Recorded data:
»»
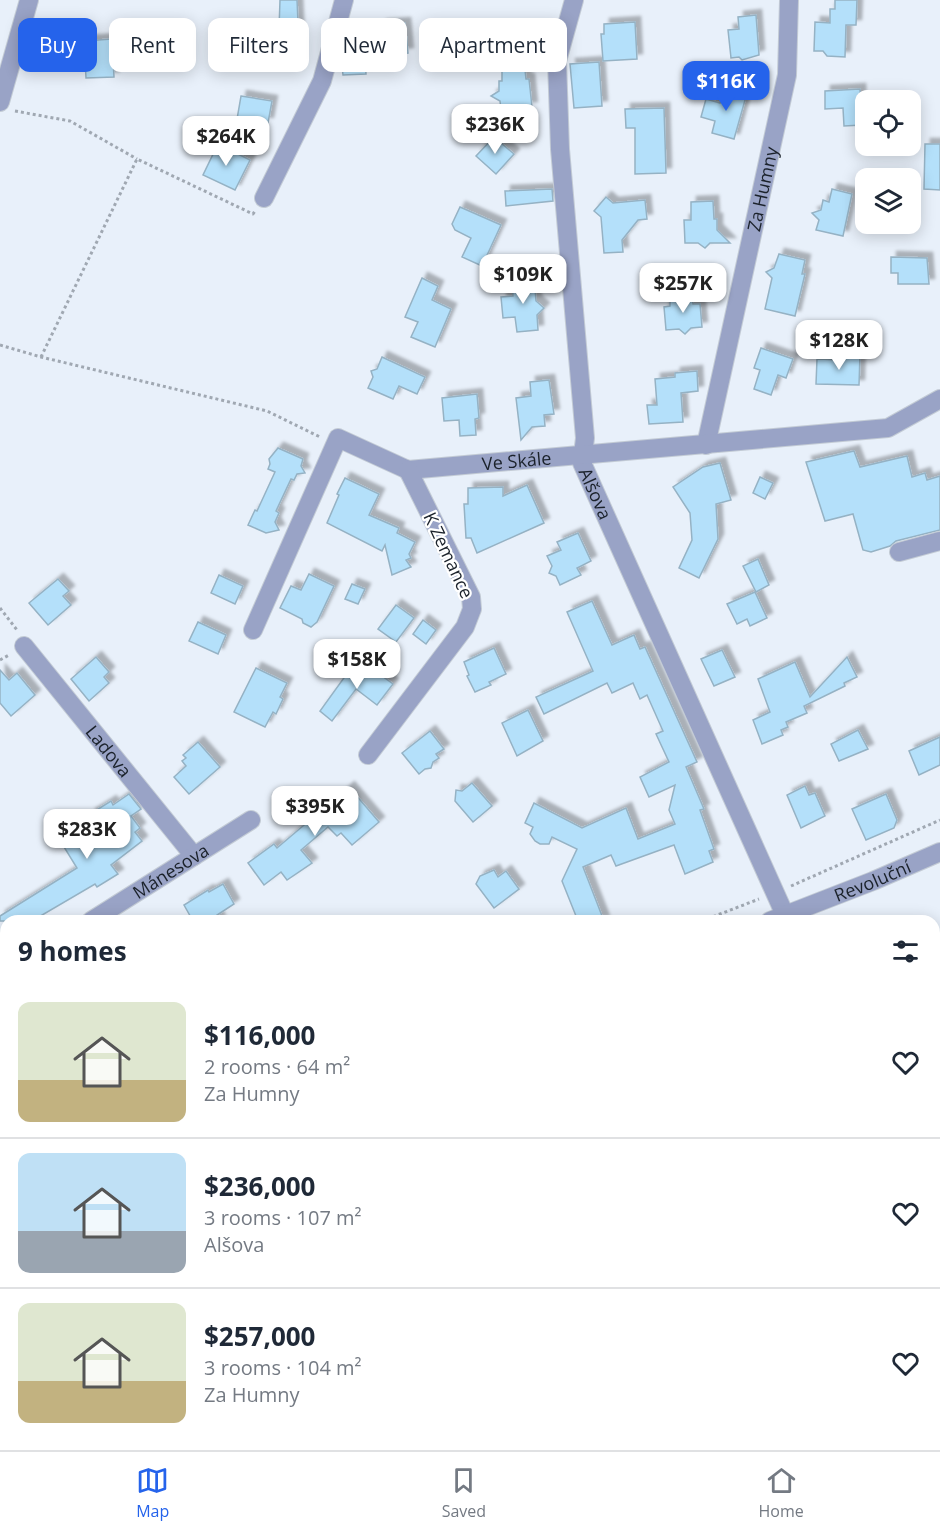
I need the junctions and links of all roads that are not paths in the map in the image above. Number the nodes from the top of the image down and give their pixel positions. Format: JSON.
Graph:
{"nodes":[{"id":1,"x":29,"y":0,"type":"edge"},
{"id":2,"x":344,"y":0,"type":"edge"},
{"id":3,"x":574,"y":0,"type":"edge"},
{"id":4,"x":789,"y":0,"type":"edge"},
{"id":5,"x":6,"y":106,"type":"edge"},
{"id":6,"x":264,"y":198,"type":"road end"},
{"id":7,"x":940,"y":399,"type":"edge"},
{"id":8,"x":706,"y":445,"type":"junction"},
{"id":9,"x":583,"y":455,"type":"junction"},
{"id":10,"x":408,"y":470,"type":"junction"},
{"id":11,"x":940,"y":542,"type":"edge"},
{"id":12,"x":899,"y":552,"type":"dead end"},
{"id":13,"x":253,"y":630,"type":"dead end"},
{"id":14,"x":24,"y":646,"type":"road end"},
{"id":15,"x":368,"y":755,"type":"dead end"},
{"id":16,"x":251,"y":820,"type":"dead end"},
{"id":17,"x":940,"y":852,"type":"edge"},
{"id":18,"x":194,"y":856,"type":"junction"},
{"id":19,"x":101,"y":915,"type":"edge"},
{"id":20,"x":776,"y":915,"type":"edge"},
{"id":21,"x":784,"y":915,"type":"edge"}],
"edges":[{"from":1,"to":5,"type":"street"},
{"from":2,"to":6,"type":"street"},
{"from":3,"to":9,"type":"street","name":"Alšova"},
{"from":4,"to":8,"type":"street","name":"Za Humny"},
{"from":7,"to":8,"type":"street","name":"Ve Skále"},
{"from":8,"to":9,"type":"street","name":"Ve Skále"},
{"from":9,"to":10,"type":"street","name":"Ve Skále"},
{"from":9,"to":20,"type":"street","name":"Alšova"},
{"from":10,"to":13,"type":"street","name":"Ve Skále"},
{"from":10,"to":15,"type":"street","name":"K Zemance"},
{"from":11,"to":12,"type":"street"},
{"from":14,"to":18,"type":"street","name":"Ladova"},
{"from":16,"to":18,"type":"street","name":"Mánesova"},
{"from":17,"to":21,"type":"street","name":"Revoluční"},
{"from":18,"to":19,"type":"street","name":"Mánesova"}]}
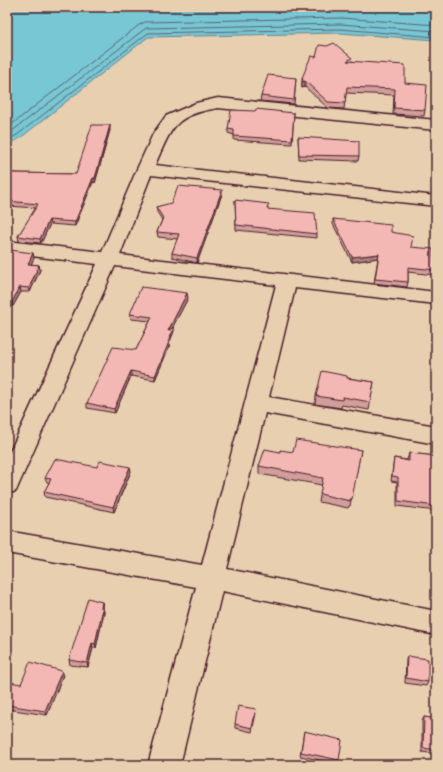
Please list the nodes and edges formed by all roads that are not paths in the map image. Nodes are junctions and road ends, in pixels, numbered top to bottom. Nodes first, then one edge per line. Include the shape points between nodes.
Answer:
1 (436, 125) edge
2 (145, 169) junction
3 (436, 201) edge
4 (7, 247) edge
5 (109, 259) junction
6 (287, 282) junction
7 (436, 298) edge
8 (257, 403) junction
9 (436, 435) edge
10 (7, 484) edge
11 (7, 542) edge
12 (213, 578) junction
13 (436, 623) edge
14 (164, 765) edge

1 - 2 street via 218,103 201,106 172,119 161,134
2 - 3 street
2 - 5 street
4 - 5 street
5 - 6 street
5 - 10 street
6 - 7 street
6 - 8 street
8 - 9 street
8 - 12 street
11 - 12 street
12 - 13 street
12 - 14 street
««
»»
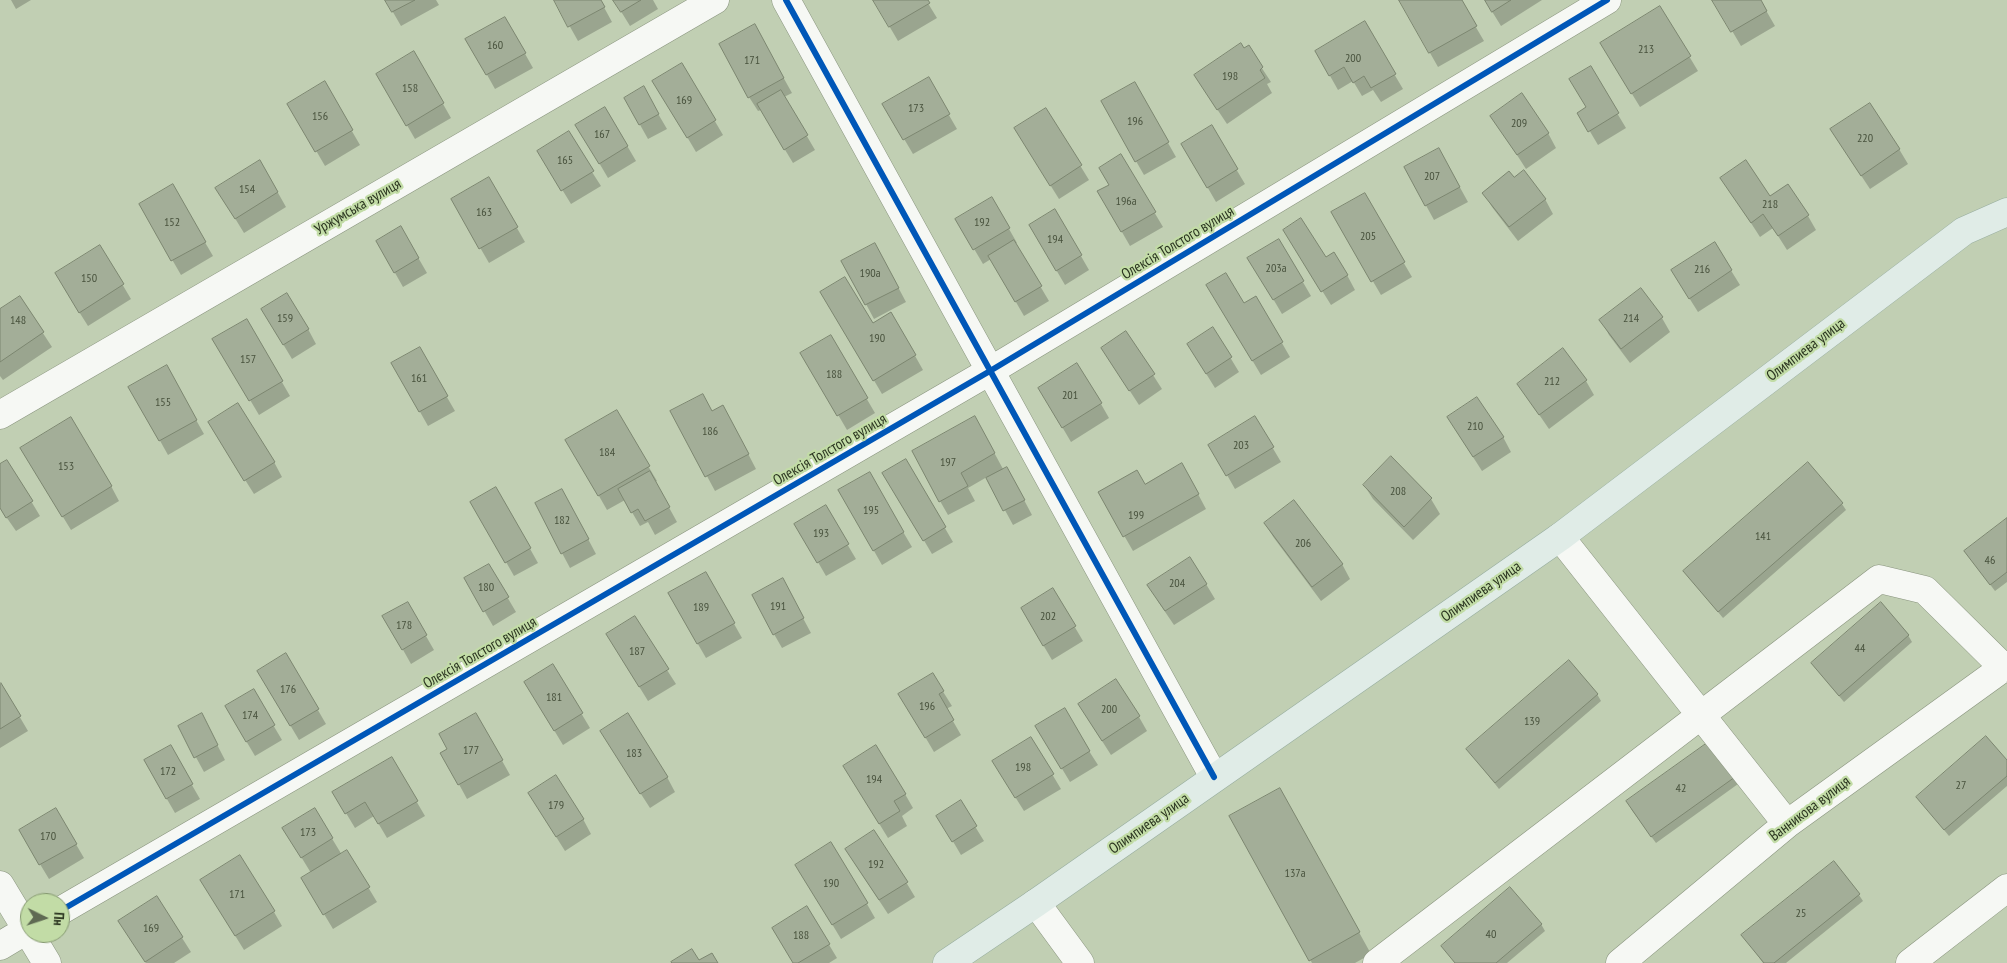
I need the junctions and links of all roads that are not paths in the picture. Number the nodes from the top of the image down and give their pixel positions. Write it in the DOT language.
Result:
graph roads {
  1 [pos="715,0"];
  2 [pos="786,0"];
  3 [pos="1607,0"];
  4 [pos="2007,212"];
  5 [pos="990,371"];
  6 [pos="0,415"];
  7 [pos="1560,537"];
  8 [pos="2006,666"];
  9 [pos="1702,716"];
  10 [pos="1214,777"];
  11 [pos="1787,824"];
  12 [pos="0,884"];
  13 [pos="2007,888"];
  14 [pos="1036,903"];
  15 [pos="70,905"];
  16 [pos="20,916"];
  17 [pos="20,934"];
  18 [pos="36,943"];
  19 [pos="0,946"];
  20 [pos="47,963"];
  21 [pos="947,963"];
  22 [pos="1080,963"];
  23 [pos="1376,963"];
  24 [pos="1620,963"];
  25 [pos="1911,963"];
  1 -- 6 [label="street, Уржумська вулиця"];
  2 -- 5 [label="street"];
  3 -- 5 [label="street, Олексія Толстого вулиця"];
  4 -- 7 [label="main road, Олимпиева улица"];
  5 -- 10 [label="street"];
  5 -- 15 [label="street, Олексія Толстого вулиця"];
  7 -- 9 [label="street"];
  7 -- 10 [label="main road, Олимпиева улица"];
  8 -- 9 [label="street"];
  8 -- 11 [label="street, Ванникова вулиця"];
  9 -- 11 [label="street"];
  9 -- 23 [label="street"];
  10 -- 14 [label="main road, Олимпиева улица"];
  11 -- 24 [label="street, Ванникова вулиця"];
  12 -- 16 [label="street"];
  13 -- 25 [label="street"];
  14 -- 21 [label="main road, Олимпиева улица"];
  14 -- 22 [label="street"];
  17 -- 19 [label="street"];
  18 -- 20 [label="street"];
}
««
»»
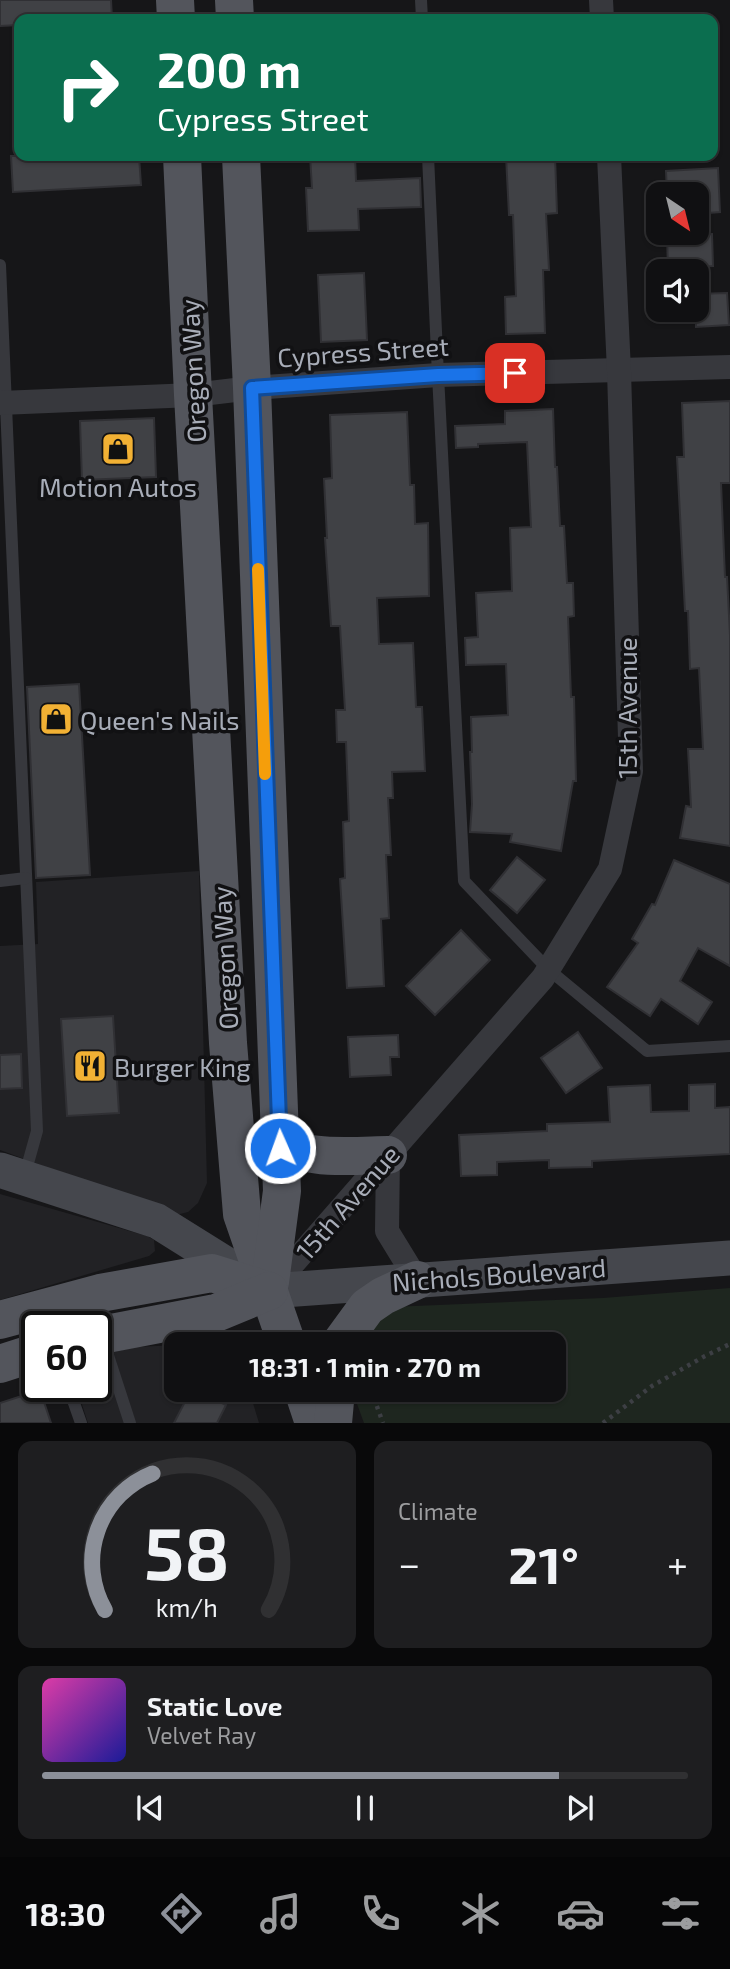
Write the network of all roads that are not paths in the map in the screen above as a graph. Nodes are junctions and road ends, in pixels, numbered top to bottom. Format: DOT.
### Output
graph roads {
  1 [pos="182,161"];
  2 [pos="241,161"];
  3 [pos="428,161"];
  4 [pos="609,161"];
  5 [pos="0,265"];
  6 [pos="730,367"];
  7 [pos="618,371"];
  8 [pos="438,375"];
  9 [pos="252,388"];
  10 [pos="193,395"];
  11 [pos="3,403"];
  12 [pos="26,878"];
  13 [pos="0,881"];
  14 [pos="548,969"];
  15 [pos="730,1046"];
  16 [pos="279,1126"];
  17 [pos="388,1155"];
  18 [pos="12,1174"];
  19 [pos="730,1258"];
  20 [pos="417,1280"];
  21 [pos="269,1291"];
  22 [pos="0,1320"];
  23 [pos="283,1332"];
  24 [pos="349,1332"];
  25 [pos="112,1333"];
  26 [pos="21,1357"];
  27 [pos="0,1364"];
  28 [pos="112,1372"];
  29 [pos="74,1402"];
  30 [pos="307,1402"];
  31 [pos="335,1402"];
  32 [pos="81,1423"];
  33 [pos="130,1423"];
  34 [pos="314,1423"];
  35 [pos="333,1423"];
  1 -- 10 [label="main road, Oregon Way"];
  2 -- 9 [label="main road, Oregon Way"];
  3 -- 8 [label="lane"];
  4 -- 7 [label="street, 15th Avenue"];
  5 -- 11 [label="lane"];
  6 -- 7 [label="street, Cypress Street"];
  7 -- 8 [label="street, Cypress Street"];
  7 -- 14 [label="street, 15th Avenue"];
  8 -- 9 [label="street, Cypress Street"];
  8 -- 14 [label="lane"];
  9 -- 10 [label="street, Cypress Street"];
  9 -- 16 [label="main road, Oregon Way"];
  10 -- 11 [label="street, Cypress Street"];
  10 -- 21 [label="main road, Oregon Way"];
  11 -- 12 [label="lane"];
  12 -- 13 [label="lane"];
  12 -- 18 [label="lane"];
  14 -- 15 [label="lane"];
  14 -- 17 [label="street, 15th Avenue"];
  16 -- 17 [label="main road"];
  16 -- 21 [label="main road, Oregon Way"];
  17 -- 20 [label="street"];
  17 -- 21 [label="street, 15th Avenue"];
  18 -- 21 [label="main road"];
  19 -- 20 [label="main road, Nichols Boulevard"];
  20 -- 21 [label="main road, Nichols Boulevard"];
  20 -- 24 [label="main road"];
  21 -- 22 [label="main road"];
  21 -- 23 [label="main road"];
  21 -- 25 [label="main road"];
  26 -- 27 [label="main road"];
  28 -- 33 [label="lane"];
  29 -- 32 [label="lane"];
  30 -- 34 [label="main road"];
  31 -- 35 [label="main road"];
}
««
Each line above where the word "ends" occurs should be copied out.

Please list the nodes and edges formed by all roads that are not paths in the map image. Nodes are junctions and road ends, in pixels, numbered top to bottom. Nodes first, then one edge per line. Include the shape points between nodes.
Write the network of all roads that are not paths in the map in the screen above as a graph. Nodes are junctions and road ends, in pixels, numbered top to bottom. Format: DOT.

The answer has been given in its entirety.